*TASK INSTRUCTIONS:* The records below need to be copied in full. Match them exactly.

*WORKING DATA:*

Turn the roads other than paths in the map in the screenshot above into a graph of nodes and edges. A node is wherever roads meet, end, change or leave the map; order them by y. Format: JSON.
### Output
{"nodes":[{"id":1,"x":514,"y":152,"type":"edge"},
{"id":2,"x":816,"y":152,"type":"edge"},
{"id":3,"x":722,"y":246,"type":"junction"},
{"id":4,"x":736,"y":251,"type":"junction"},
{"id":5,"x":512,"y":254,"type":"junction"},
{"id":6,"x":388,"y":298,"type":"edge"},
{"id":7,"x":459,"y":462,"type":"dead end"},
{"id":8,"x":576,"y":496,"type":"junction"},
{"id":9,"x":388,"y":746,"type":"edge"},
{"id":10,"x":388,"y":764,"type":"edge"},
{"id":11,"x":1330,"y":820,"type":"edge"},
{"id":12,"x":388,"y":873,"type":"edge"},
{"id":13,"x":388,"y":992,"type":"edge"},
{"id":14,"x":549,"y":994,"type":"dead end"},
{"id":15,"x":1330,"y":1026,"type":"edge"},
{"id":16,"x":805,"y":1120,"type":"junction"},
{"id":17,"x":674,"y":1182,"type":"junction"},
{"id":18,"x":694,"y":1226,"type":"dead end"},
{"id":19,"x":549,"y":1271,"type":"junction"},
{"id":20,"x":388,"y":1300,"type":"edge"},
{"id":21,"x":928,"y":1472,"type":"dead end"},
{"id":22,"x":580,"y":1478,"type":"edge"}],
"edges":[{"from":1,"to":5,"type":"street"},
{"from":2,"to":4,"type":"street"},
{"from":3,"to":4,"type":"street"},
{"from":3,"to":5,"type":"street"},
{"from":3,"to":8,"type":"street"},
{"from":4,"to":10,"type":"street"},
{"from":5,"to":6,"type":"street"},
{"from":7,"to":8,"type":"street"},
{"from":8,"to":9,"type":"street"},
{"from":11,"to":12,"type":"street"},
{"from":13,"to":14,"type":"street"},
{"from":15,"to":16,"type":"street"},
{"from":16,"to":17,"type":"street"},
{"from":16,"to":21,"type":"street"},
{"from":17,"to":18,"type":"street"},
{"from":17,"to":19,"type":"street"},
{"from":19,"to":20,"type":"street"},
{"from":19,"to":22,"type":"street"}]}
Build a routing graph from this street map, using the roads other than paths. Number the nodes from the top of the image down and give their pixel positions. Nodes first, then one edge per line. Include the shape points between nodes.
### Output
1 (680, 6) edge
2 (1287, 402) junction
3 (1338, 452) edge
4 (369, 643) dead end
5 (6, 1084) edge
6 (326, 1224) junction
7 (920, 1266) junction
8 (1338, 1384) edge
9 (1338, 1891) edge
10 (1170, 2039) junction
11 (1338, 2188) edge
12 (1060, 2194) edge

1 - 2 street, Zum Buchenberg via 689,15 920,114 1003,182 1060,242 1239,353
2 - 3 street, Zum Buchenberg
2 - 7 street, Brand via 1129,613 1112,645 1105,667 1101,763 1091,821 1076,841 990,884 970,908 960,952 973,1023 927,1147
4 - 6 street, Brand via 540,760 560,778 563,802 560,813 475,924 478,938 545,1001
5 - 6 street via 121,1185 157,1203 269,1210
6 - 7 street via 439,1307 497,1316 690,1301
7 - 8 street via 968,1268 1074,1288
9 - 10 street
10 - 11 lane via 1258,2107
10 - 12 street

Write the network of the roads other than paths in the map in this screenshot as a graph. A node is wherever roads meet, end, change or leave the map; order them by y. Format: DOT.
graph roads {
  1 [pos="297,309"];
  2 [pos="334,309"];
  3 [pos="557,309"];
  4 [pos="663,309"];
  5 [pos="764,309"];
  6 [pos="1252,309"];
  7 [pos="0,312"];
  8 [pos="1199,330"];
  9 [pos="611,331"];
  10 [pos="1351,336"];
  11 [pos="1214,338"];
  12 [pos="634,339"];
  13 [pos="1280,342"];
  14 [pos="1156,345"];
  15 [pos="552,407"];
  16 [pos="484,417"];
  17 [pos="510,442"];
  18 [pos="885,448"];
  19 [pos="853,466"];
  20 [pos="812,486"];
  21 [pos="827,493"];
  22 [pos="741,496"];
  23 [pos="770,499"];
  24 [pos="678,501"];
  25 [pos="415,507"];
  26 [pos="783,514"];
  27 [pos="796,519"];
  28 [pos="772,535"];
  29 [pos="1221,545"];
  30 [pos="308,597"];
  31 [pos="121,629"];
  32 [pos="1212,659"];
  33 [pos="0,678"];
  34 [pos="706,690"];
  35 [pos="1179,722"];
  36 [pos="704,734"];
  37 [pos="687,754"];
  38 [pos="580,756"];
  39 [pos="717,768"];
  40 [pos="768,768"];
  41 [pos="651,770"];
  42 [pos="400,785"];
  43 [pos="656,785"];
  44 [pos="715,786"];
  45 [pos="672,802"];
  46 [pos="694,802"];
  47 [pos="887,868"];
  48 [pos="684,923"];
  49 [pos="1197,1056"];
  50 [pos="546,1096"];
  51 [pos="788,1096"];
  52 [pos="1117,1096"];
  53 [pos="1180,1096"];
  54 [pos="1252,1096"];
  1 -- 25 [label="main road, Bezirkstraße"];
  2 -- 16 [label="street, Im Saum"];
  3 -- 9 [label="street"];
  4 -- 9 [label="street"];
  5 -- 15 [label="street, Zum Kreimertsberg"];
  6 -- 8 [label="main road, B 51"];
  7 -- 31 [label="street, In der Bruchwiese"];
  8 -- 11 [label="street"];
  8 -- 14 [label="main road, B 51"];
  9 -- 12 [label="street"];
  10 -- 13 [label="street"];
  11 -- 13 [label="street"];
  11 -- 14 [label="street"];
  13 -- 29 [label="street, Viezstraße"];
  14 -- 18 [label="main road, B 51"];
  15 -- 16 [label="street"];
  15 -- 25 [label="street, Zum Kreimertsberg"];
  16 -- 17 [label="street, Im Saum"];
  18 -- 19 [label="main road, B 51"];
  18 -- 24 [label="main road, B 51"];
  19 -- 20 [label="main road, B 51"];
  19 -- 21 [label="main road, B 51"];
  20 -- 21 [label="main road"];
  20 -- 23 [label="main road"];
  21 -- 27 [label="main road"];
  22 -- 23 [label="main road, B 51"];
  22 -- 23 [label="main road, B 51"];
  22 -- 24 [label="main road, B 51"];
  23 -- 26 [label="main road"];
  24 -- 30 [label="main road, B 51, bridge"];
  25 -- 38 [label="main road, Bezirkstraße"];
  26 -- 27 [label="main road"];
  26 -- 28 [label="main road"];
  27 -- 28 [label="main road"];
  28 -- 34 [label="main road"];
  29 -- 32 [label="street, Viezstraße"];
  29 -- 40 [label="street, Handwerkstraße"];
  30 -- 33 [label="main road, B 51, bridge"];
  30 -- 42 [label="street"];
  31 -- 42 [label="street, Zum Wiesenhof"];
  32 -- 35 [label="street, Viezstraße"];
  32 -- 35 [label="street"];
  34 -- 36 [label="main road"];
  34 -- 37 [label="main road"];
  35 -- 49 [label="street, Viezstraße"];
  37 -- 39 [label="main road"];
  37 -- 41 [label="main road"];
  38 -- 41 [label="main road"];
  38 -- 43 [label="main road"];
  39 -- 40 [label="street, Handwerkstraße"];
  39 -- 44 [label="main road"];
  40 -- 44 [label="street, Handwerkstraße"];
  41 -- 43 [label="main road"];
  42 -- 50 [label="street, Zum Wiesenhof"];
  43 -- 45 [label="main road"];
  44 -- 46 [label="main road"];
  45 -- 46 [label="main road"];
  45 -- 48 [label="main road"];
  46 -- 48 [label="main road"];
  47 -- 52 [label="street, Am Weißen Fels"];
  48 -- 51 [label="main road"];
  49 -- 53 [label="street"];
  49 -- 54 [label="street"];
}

*SOLUTION FOR THIS PROBLEM:*
Turn the roads other than paths in the map in the screenshot above into a graph of nodes and edges. A node is wherever roads meet, end, change or leave the map; order them by y. Format: JSON.
### Output
{"nodes":[{"id":1,"x":514,"y":152,"type":"edge"},
{"id":2,"x":816,"y":152,"type":"edge"},
{"id":3,"x":722,"y":246,"type":"junction"},
{"id":4,"x":736,"y":251,"type":"junction"},
{"id":5,"x":512,"y":254,"type":"junction"},
{"id":6,"x":388,"y":298,"type":"edge"},
{"id":7,"x":459,"y":462,"type":"dead end"},
{"id":8,"x":576,"y":496,"type":"junction"},
{"id":9,"x":388,"y":746,"type":"edge"},
{"id":10,"x":388,"y":764,"type":"edge"},
{"id":11,"x":1330,"y":820,"type":"edge"},
{"id":12,"x":388,"y":873,"type":"edge"},
{"id":13,"x":388,"y":992,"type":"edge"},
{"id":14,"x":549,"y":994,"type":"dead end"},
{"id":15,"x":1330,"y":1026,"type":"edge"},
{"id":16,"x":805,"y":1120,"type":"junction"},
{"id":17,"x":674,"y":1182,"type":"junction"},
{"id":18,"x":694,"y":1226,"type":"dead end"},
{"id":19,"x":549,"y":1271,"type":"junction"},
{"id":20,"x":388,"y":1300,"type":"edge"},
{"id":21,"x":928,"y":1472,"type":"dead end"},
{"id":22,"x":580,"y":1478,"type":"edge"}],
"edges":[{"from":1,"to":5,"type":"street"},
{"from":2,"to":4,"type":"street"},
{"from":3,"to":4,"type":"street"},
{"from":3,"to":5,"type":"street"},
{"from":3,"to":8,"type":"street"},
{"from":4,"to":10,"type":"street"},
{"from":5,"to":6,"type":"street"},
{"from":7,"to":8,"type":"street"},
{"from":8,"to":9,"type":"street"},
{"from":11,"to":12,"type":"street"},
{"from":13,"to":14,"type":"street"},
{"from":15,"to":16,"type":"street"},
{"from":16,"to":17,"type":"street"},
{"from":16,"to":21,"type":"street"},
{"from":17,"to":18,"type":"street"},
{"from":17,"to":19,"type":"street"},
{"from":19,"to":20,"type":"street"},
{"from":19,"to":22,"type":"street"}]}
Build a routing graph from this street map, using the roads other than paths. Number the nodes from the top of the image down and give their pixel positions. Nodes first, then one edge per line. Include the shape points between nodes.
### Output
1 (680, 6) edge
2 (1287, 402) junction
3 (1338, 452) edge
4 (369, 643) dead end
5 (6, 1084) edge
6 (326, 1224) junction
7 (920, 1266) junction
8 (1338, 1384) edge
9 (1338, 1891) edge
10 (1170, 2039) junction
11 (1338, 2188) edge
12 (1060, 2194) edge

1 - 2 street, Zum Buchenberg via 689,15 920,114 1003,182 1060,242 1239,353
2 - 3 street, Zum Buchenberg
2 - 7 street, Brand via 1129,613 1112,645 1105,667 1101,763 1091,821 1076,841 990,884 970,908 960,952 973,1023 927,1147
4 - 6 street, Brand via 540,760 560,778 563,802 560,813 475,924 478,938 545,1001
5 - 6 street via 121,1185 157,1203 269,1210
6 - 7 street via 439,1307 497,1316 690,1301
7 - 8 street via 968,1268 1074,1288
9 - 10 street
10 - 11 lane via 1258,2107
10 - 12 street

Write the network of the roads other than paths in the map in this screenshot as a graph. A node is wherever roads meet, end, change or leave the map; order them by y. Format: DOT.
graph roads {
  1 [pos="297,309"];
  2 [pos="334,309"];
  3 [pos="557,309"];
  4 [pos="663,309"];
  5 [pos="764,309"];
  6 [pos="1252,309"];
  7 [pos="0,312"];
  8 [pos="1199,330"];
  9 [pos="611,331"];
  10 [pos="1351,336"];
  11 [pos="1214,338"];
  12 [pos="634,339"];
  13 [pos="1280,342"];
  14 [pos="1156,345"];
  15 [pos="552,407"];
  16 [pos="484,417"];
  17 [pos="510,442"];
  18 [pos="885,448"];
  19 [pos="853,466"];
  20 [pos="812,486"];
  21 [pos="827,493"];
  22 [pos="741,496"];
  23 [pos="770,499"];
  24 [pos="678,501"];
  25 [pos="415,507"];
  26 [pos="783,514"];
  27 [pos="796,519"];
  28 [pos="772,535"];
  29 [pos="1221,545"];
  30 [pos="308,597"];
  31 [pos="121,629"];
  32 [pos="1212,659"];
  33 [pos="0,678"];
  34 [pos="706,690"];
  35 [pos="1179,722"];
  36 [pos="704,734"];
  37 [pos="687,754"];
  38 [pos="580,756"];
  39 [pos="717,768"];
  40 [pos="768,768"];
  41 [pos="651,770"];
  42 [pos="400,785"];
  43 [pos="656,785"];
  44 [pos="715,786"];
  45 [pos="672,802"];
  46 [pos="694,802"];
  47 [pos="887,868"];
  48 [pos="684,923"];
  49 [pos="1197,1056"];
  50 [pos="546,1096"];
  51 [pos="788,1096"];
  52 [pos="1117,1096"];
  53 [pos="1180,1096"];
  54 [pos="1252,1096"];
  1 -- 25 [label="main road, Bezirkstraße"];
  2 -- 16 [label="street, Im Saum"];
  3 -- 9 [label="street"];
  4 -- 9 [label="street"];
  5 -- 15 [label="street, Zum Kreimertsberg"];
  6 -- 8 [label="main road, B 51"];
  7 -- 31 [label="street, In der Bruchwiese"];
  8 -- 11 [label="street"];
  8 -- 14 [label="main road, B 51"];
  9 -- 12 [label="street"];
  10 -- 13 [label="street"];
  11 -- 13 [label="street"];
  11 -- 14 [label="street"];
  13 -- 29 [label="street, Viezstraße"];
  14 -- 18 [label="main road, B 51"];
  15 -- 16 [label="street"];
  15 -- 25 [label="street, Zum Kreimertsberg"];
  16 -- 17 [label="street, Im Saum"];
  18 -- 19 [label="main road, B 51"];
  18 -- 24 [label="main road, B 51"];
  19 -- 20 [label="main road, B 51"];
  19 -- 21 [label="main road, B 51"];
  20 -- 21 [label="main road"];
  20 -- 23 [label="main road"];
  21 -- 27 [label="main road"];
  22 -- 23 [label="main road, B 51"];
  22 -- 23 [label="main road, B 51"];
  22 -- 24 [label="main road, B 51"];
  23 -- 26 [label="main road"];
  24 -- 30 [label="main road, B 51, bridge"];
  25 -- 38 [label="main road, Bezirkstraße"];
  26 -- 27 [label="main road"];
  26 -- 28 [label="main road"];
  27 -- 28 [label="main road"];
  28 -- 34 [label="main road"];
  29 -- 32 [label="street, Viezstraße"];
  29 -- 40 [label="street, Handwerkstraße"];
  30 -- 33 [label="main road, B 51, bridge"];
  30 -- 42 [label="street"];
  31 -- 42 [label="street, Zum Wiesenhof"];
  32 -- 35 [label="street, Viezstraße"];
  32 -- 35 [label="street"];
  34 -- 36 [label="main road"];
  34 -- 37 [label="main road"];
  35 -- 49 [label="street, Viezstraße"];
  37 -- 39 [label="main road"];
  37 -- 41 [label="main road"];
  38 -- 41 [label="main road"];
  38 -- 43 [label="main road"];
  39 -- 40 [label="street, Handwerkstraße"];
  39 -- 44 [label="main road"];
  40 -- 44 [label="street, Handwerkstraße"];
  41 -- 43 [label="main road"];
  42 -- 50 [label="street, Zum Wiesenhof"];
  43 -- 45 [label="main road"];
  44 -- 46 [label="main road"];
  45 -- 46 [label="main road"];
  45 -- 48 [label="main road"];
  46 -- 48 [label="main road"];
  47 -- 52 [label="street, Am Weißen Fels"];
  48 -- 51 [label="main road"];
  49 -- 53 [label="street"];
  49 -- 54 [label="street"];
}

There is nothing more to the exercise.